Thursday, October 23, 2008

Sony Outlook Increasingly Cloudy

The near term looks grim for Sony, yet things may be even worse than the electronics and entertainment giant is letting on.

After slashing its earnings forecast, the Japanese firm's outlook is bleak. Its new profit guidance, however, may not fully account for a further surge in the yen, Japanese equities continuing to tumble and weaknesses in Sony's core product lines. Plus, the slide in the won has given Sony's South Korean competitors an added edge.

On Thursday, Sony (nyse: SNE - news - people ) slashed its 2008 net profit outlook by 38%, to 150 billion yen ($1.5 billion), from its July forecast. The company said the most significant setback was higher than expected foreign exchange losses. The stronger yen, which went below the 100 mark against the dollar earlier this month, has dealt a blow to manufacturers, making exports more expensive. The company also cited a steeper global downturn, which is likely to pummel its LCD TV and digital camera businesses. To top it off, Sony expects to lose more on its equity investments thanks to the massive slide in Tokyo's stock market, which gained momentum this week.

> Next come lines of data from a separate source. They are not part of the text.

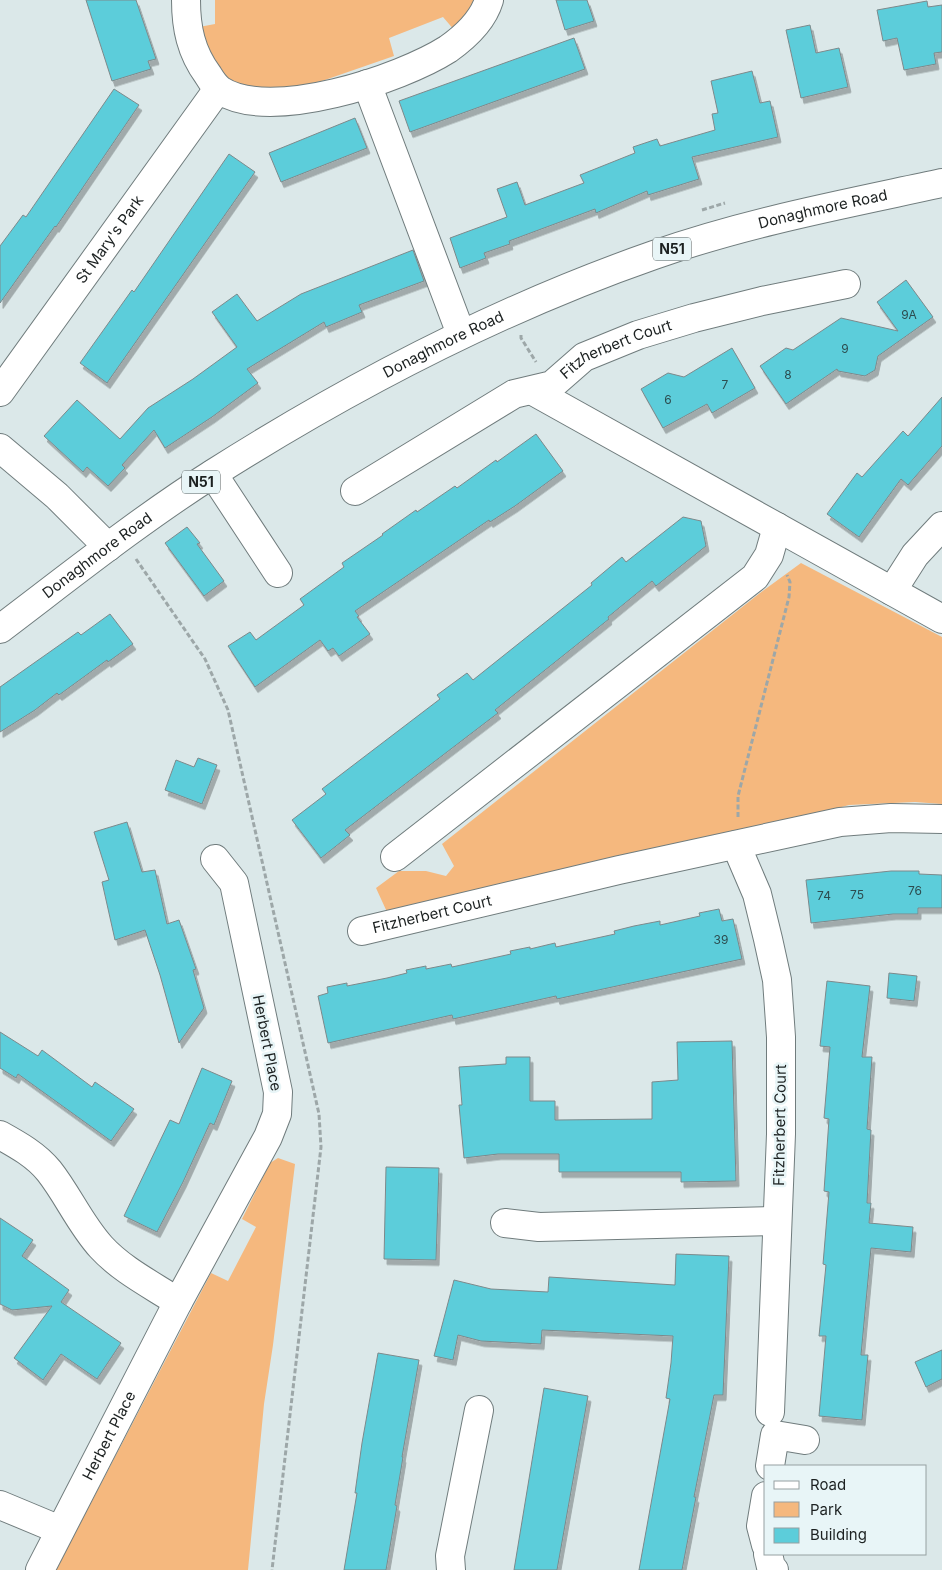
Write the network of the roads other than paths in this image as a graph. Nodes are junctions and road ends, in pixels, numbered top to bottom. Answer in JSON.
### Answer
{"nodes":[{"id":1,"x":186,"y":0,"type":"edge"},
{"id":2,"x":489,"y":0,"type":"edge"},
{"id":3,"x":367,"y":84,"type":"junction"},
{"id":4,"x":218,"y":88,"type":"junction"},
{"id":5,"x":942,"y":184,"type":"edge"},
{"id":6,"x":846,"y":284,"type":"dead end"},
{"id":7,"x":462,"y":334,"type":"junction"},
{"id":8,"x":542,"y":388,"type":"junction"},
{"id":9,"x":0,"y":392,"type":"edge"},
{"id":10,"x":0,"y":448,"type":"edge"},
{"id":11,"x":213,"y":474,"type":"junction"},
{"id":12,"x":355,"y":491,"type":"dead end"},
{"id":13,"x":942,"y":526,"type":"edge"},
{"id":14,"x":777,"y":527,"type":"junction"},
{"id":15,"x":108,"y":547,"type":"junction"},
{"id":16,"x":278,"y":572,"type":"dead end"},
{"id":17,"x":892,"y":591,"type":"junction"},
{"id":18,"x":942,"y":619,"type":"edge"},
{"id":19,"x":0,"y":628,"type":"edge"},
{"id":20,"x":942,"y":819,"type":"edge"},
{"id":21,"x":736,"y":845,"type":"junction"},
{"id":22,"x":395,"y":857,"type":"dead end"},
{"id":23,"x":215,"y":859,"type":"dead end"},
{"id":24,"x":362,"y":930,"type":"dead end"},
{"id":25,"x":0,"y":1135,"type":"edge"},
{"id":26,"x":777,"y":1221,"type":"junction"},
{"id":27,"x":505,"y":1223,"type":"dead end"},
{"id":28,"x":178,"y":1302,"type":"junction"},
{"id":29,"x":478,"y":1410,"type":"dead end"},
{"id":30,"x":770,"y":1412,"type":"dead end"},
{"id":31,"x":805,"y":1440,"type":"dead end"},
{"id":32,"x":770,"y":1465,"type":"edge"},
{"id":33,"x":0,"y":1505,"type":"edge"},
{"id":34,"x":764,"y":1508,"type":"edge"},
{"id":35,"x":60,"y":1530,"type":"junction"},
{"id":36,"x":764,"y":1537,"type":"edge"},
{"id":37,"x":768,"y":1555,"type":"edge"},
{"id":38,"x":40,"y":1570,"type":"edge"},
{"id":39,"x":451,"y":1570,"type":"edge"},
{"id":40,"x":774,"y":1570,"type":"edge"}],
"edges":[{"from":1,"to":4,"type":"street"},
{"from":2,"to":3,"type":"street"},
{"from":3,"to":4,"type":"street"},
{"from":3,"to":7,"type":"street"},
{"from":4,"to":9,"type":"street","name":"St Mary's Park"},
{"from":5,"to":7,"type":"street","name":"Donaghmore Road","number":"N51"},
{"from":6,"to":8,"type":"street","name":"Fitzherbert Court"},
{"from":7,"to":11,"type":"street","name":"Donaghmore Road","number":"N51"},
{"from":8,"to":12,"type":"street","name":"Fitzherbert Court"},
{"from":8,"to":14,"type":"street"},
{"from":10,"to":15,"type":"street"},
{"from":11,"to":15,"type":"street","name":"Donaghmore Road","number":"N51"},
{"from":11,"to":16,"type":"street"},
{"from":13,"to":17,"type":"street"},
{"from":14,"to":17,"type":"street"},
{"from":14,"to":22,"type":"street"},
{"from":15,"to":19,"type":"street","name":"Donaghmore Road","number":"N51"},
{"from":17,"to":18,"type":"street"},
{"from":20,"to":21,"type":"street","name":"Fitzherbert Court"},
{"from":21,"to":24,"type":"street","name":"Fitzherbert Court"},
{"from":21,"to":26,"type":"street","name":"Fitzherbert Court"},
{"from":23,"to":28,"type":"street","name":"Herbert Place"},
{"from":25,"to":28,"type":"street"},
{"from":26,"to":27,"type":"street"},
{"from":26,"to":30,"type":"street","name":"Fitzherbert Court"},
{"from":28,"to":35,"type":"street","name":"Herbert Place"},
{"from":29,"to":39,"type":"street"},
{"from":31,"to":32,"type":"street"},
{"from":33,"to":35,"type":"street"},
{"from":34,"to":36,"type":"street"},
{"from":35,"to":38,"type":"street","name":"Herbert Place"},
{"from":37,"to":40,"type":"street"}]}
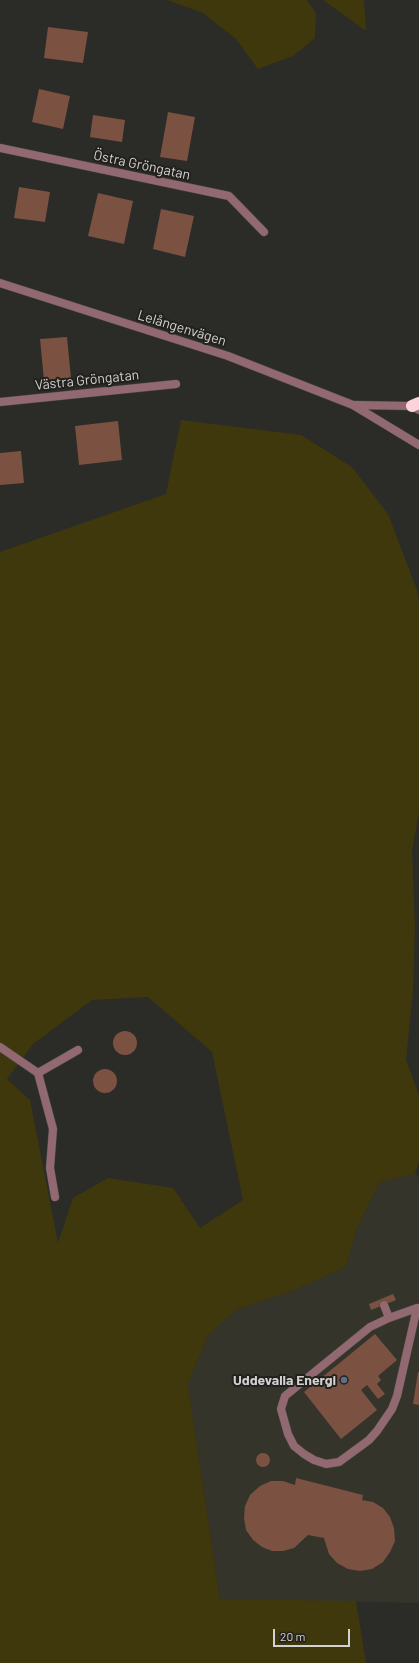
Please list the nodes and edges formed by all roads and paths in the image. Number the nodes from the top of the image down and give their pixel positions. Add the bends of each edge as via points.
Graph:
1 (0, 148) edge
2 (264, 232) dead end
3 (0, 283) edge
4 (176, 384) dead end
5 (0, 402) edge
6 (353, 405) junction
7 (417, 406) edge
8 (419, 445) edge
9 (0, 1047) edge
10 (78, 1050) dead end
11 (38, 1073) junction
12 (55, 1197) dead end
13 (384, 1305) dead end
14 (418, 1308) edge
15 (389, 1318) junction

1 - 2 street, Östra Gröngatan via 229,196
3 - 6 street, Lelångenvägen via 228,356
4 - 5 street, Västra Gröngatan
6 - 7 street, Lelångenvägen
6 - 8 street, Lelångenvägen
9 - 11 street
10 - 11 street
11 - 12 street via 53,1129 50,1168
13 - 15 street
14 - 15 street
14 - 15 street via 397,1396 385,1420 369,1440 339,1462 326,1464 314,1460 294,1446 288,1434 281,1409 285,1396 370,1327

But Sony's prospects are likely to be worse still. The company warned that "market fluctuations could further negatively impact the revised forecast" because the company stopped accounting for the slide in Japanese stocks after Oct. 1. Its guidance also included a one-time boost of 10 billion yen ($102.4 million), owing to an acquisition.

"This is just the beginning of a big earnings collapse," said a Tokyo-based analyst who asked to remain unidentified because of company policy. "Given the track record of this company, it will under-deliver all the way." He added that there is a "good chance" Sony will post a loss this year.

South Korean rivals Samsung Electronics (other-otc: SSNLF - news - people ) and LG Electronics (other-otc: LGEAF - news - people ) will get a boost from this year's 31.0% slide in the won, which makes South Korean exports relatively cheaper. Sony has the highest foreign exchange sensitivity of the three electronics giants and big exposure to the slumping U.S. and European markets.

Until its recent bounce back, a softer yen had hid serious weaknesses in Sony's core businesses for some time, CLSA analyst Atul Goyal wrote in an Oct. 21 research note. Sony will make further losses in televisions, videogaming and mobile phones (see "Sony Immobilized By Mobile Phones"), despite early 2008 promises of profits in TVs and its PlayStation3 videogame console. Its profits from digital cameras and Vaio computers will shrink considerably, owing to downward price pressures, he added.

"Even the slightest decrease in demand will trigger a massive price war. We're seeing the beginning of that price war. It will last much longer" with the global downturn, said the Tokyo analyst.

Sony's profit for the fiscal second quarter, ended Sept. 30, nearly halved from a year earlier, to 73.7 billion yen ($754.9 million). Taking into consideration a one-time gain of 60.7 billion yen ($621.8 million) from a property sale, Sony did much worse.

Before the earnings announcement, Sony shares closed 155 yen ($1.59), or 6.3%, lower, at 2,295 yen ($23.51), in Tokyo trading.